TERRENCE ROBY, Applicant-Appellant, vs. STATE OF IOWA, Respondent-Appellee. ________________________________________________________________

Appeal from the Iowa District Court for Black Hawk County, Stephen C. Clarke, Judge.

Terrence Roby appeals from the district court's denial of his applica tion for postconviction relief. AFFIRMED.

Fred Stiefel, Victor, for appellant. Thomas J. Miller, Attorney General, Thomas W. Andrews, Assistant Attorney General, Thomas J. Ferguson, County Attorney, and Kimberly A. Griffith, Assistant County Attorney, for appellee State.

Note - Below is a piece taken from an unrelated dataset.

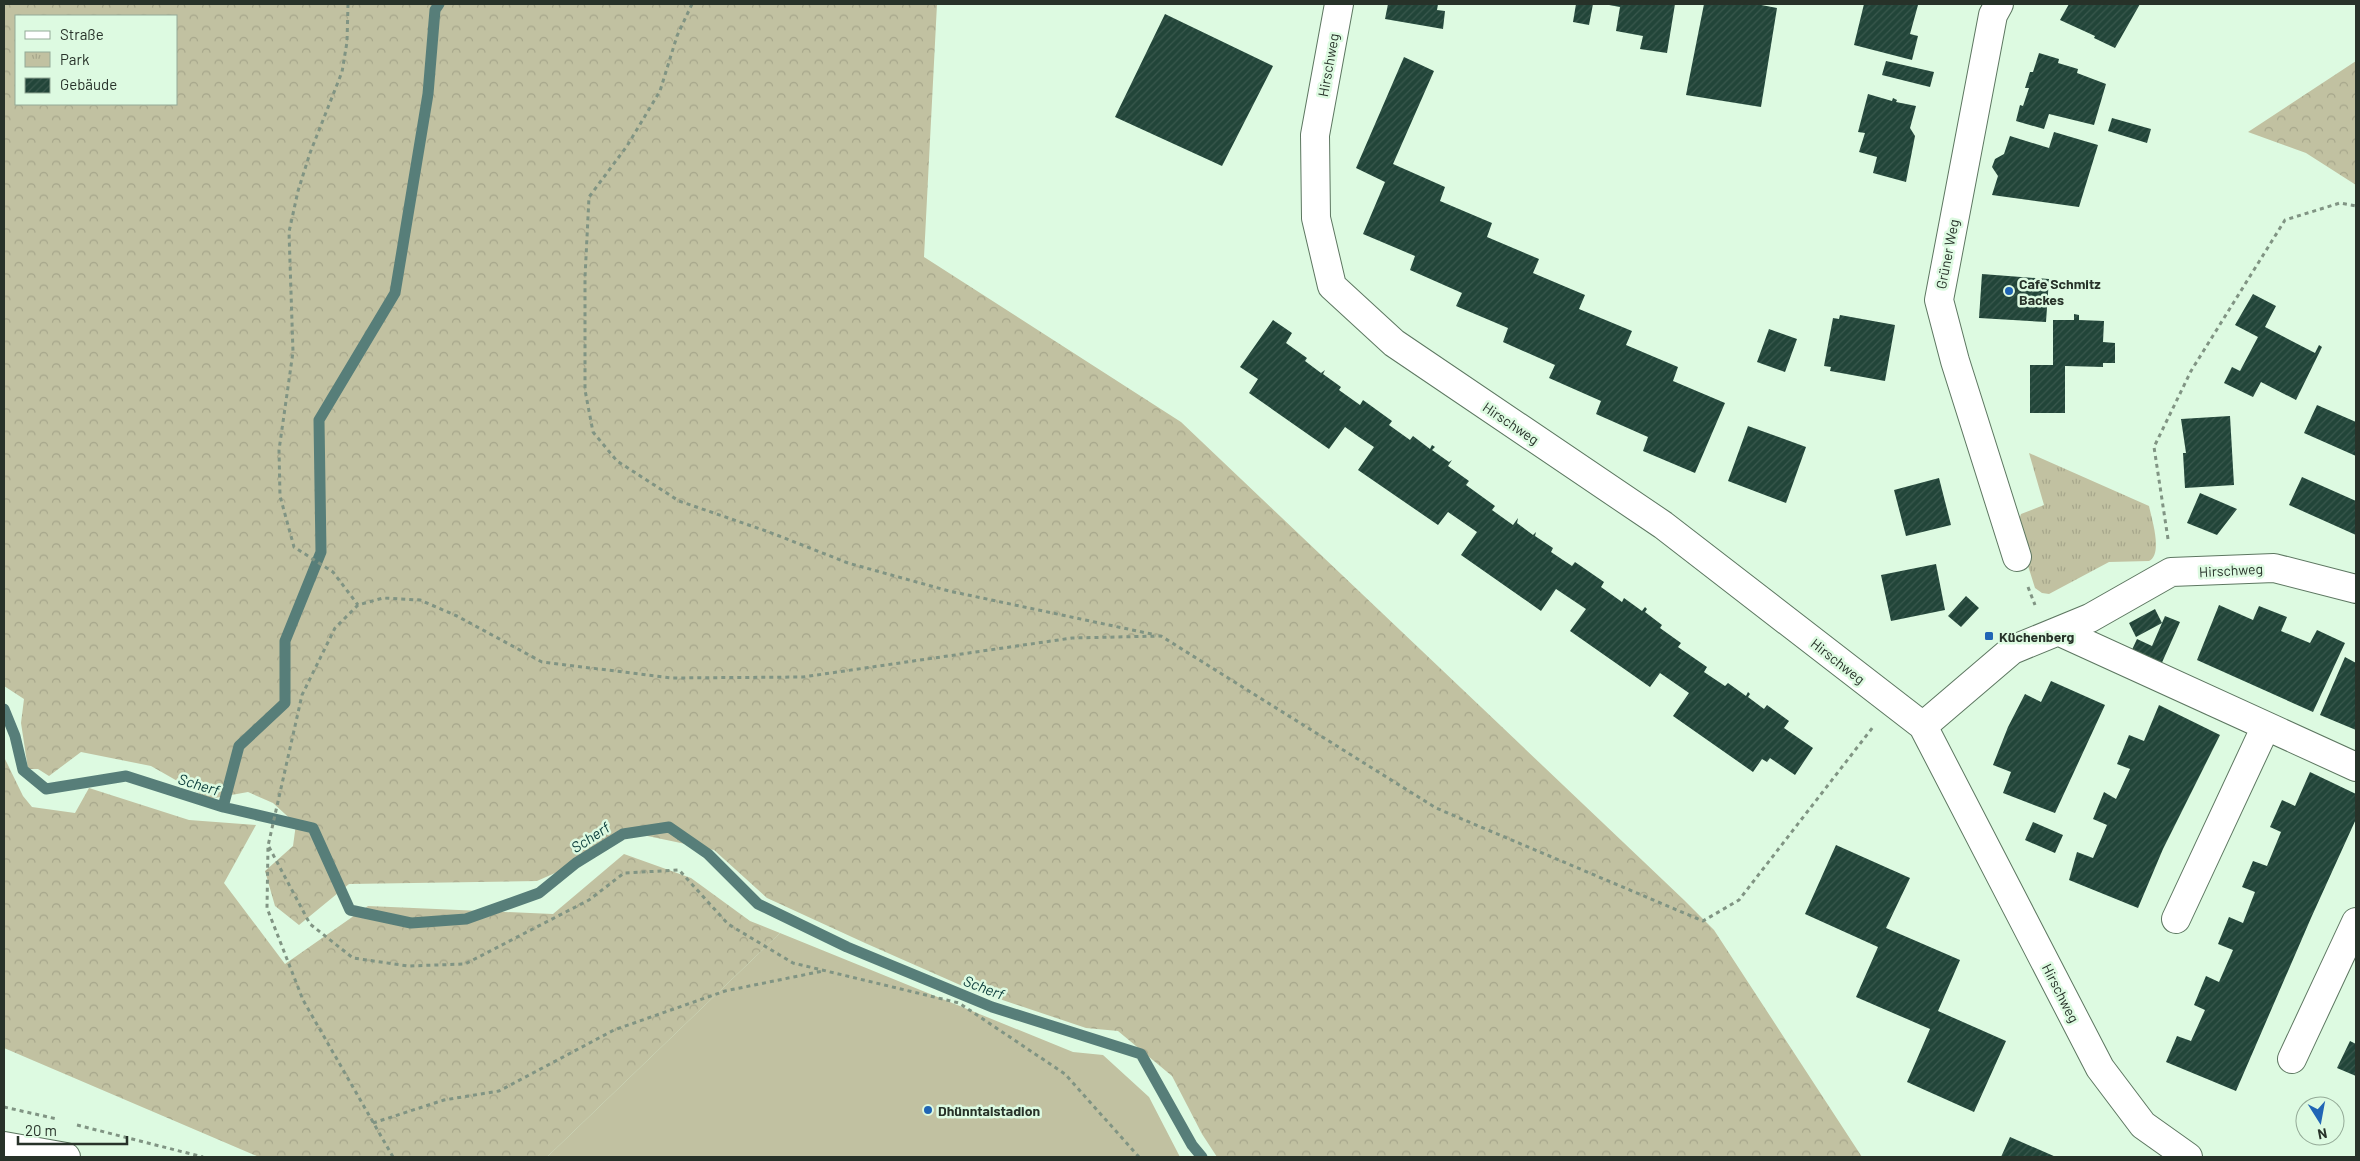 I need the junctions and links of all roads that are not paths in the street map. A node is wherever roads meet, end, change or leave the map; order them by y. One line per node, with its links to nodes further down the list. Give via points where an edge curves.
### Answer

Considered by Vogel, P.J., and Potterfield and Doyle, JJ. Tabor, J., takes no part.

2 POTTERFIELD, J. Terrence Roby was charged with three counts arising from events on September 5, 2006: (I) conspiracy to deliver more than fifty grams of cocaine base, a special class "B" felony; (II) possession of more than ten grams of cocaine base with the intent to deliver, a special class "B" felony; and (III) possession of cocaine with the intent to deliver, a class "C" felony. On March 9, 2007, Roby pleaded guilty to the class "C" charge (count III) and received an indeterminate ten-year prison sentence in accordance with a plea agreement on count III. At a later postconviction hearing, Roby's trial counsel explained to the court that the State planned to hold the other two counts open while it evaluated Roby's cooperation with law enforcement. On January 31, 2008, Roby pleaded guilty to one of the class "B" felonies (count II) pursuant to a second plea agreement whereby the State agreed to dismiss the other class "B" felony charge (count I). Roby received a twenty-five year sentence to be served concurrently with the ten-year sentence he had started serving on count III. After Roby's direct appeal from the judgment and sentence on count II was dismissed, he filed an application for postconviction relief on August 24, 2009. In his application, he asserted his 2008 guilty plea was involuntary

because his trial counsel had led him to believe he would receive a sentence of no more than ten years on all charges if he entered a plea of guilty to count III. He also asserted he did not understand the consequences of his plea. Because Roby had not filed a motion in arrest of judgment, the district court considered Roby's claims in an ineffective-assistance-of-counsel context. The district court carefully reviewed the guilty plea proceedings on counts II and

3 III. After an evidentiary hearing, the district court denied Roby's application for postconviction relief. The court found nothing in the record supported Roby's claims that either guilty plea was involuntary or uninformed. Roby now appeals, asserting his trial counsel was ineffective for: (1) allowing him to plead guilty to count III without a clear and complete statement on the record of the contents of a plea agreement applicable to his plea on count III; and (2) failing at Roby's second guilty plea proceeding on count II to object to the State's breach of the earlier plea agreement by failing to follow up with Roby to allow him to cooperate with law enforcement. We find the issues Roby now raises on appeal are not preserved for our review. The ineffective-assistance claims Roby raises on appeal are different than the issues presented in his application for postconviction relief and decided by the district court. Because these issues were not raised before or decided by the district court, there is nothing for our review, and we cannot decide the issues on appeal. See Meier v. Senecaut, 641 N.W.2d 532, 537 (Iowa 2002) ("It is a fundamental doctrine of appellate review that issues must ordinarily be both raised and decided by the district court before we will decide them on appeal ."). We therefore affirm the judgment of the postconviction trial court. AFFIRMED.